まこと刃が通りにくいお主の筋肉であるが、その首にはすでに数撃、入れている。

いかにお主が僅差で身体の位置をずらそうとも、次の一撃が入れば頚椎寸断は免れぬ」


「……」


「さらばだ。地上最強の、男よ。

現在只今をもって余がその称号を受け継ぎ、余は――。血の連なる者の『素体』をもって、ひとり孤高の、禁断の高みを究るに邁進する。

――この一撃をもって、一つの大いなる時代を終わらせて貰う!!!」


 

 叫びとともに、ダレン=ジョスパンの姿は消えた。


 が、しかし――同時に飛び散らされた、受けた者が身体をズタズタにされるほどの巨凶の闘気によって、明らかだ。

 全力の跳躍、斬撃によって、確実に勝負を決めにかかっている。


 予め敵に攻撃の部位を予告するという、真剣勝負にあるまじき行いだが、それをもってしても、最早確実だ。
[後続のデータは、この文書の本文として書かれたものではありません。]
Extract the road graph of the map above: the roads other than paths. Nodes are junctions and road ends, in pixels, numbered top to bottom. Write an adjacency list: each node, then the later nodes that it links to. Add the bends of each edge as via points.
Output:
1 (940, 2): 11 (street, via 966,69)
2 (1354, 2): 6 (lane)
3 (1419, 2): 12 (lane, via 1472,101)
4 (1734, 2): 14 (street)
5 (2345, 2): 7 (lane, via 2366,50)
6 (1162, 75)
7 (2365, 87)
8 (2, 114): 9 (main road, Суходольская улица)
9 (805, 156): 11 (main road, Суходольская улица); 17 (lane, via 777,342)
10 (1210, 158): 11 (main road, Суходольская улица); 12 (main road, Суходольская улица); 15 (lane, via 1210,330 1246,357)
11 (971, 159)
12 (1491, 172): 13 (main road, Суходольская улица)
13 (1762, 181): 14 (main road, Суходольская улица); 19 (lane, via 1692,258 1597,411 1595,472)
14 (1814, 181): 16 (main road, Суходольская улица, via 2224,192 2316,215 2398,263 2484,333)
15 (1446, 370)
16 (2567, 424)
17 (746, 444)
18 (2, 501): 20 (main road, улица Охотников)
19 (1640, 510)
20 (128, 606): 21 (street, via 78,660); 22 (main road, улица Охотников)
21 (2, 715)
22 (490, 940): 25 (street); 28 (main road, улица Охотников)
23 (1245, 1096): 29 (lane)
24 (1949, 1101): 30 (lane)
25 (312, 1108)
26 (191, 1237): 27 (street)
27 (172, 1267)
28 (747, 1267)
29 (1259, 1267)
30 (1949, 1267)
 ヴェルはその状況下でも、攻撃をかわすことはできない。客観的に、それは厳然たる事実だ。


 

 ヴェルの首が宙高く舞う。それは避けられないこと。

 期待をこめた結果が目の前に現れると、目をこらしたシェリーディアの目前には――。


 

 期待と反する――光景が展開されていた。



 これ以上ないほどの、万全の体勢でレイピアを突き出す、ダレン=ジョスパンの姿。


 それに相対する、ガードを亀のように固めた、ヴェルの姿。


 二人の姿をつなぐ唯一の箇所――。レイピアの先端は、恐ろしく正確に確実にヴェルの首を捉えていた。


 しかし――ヴェルの首は、寸断されてはいなかった。


 彼が巨大な傷のある左側に、やや倒した首の筋肉は――。


 何と、レイピアの刃を「傷口で白刃取って」いた。


 頚椎寸断前に、レイピアの動きに合わせて手で掴むがごとくにそれを「止めた」のだ。



 ダレン=ジョスパンの両眼が――。眼球が飛び出さんばかりに、見開かれる。


 次いで、口角が、貌中の筋肉が釣り上がった。


 そして、素早くレイピアを引き、後方に下がる。



 ヴェルは――傷からの出血の止まり始めた首を、ゴキッと音を鳴らして回し、云った。



「ふむ――。『少し時間はかかったが』、追い付いたぞ。

貴様のスピードにな」



 短く重々しいその言葉を聞いた――2名の反応は、対象的だった。


 シェリーディアは――顔面蒼白となり大量の冷や汗を流し、膝をガクガクと震わせていた。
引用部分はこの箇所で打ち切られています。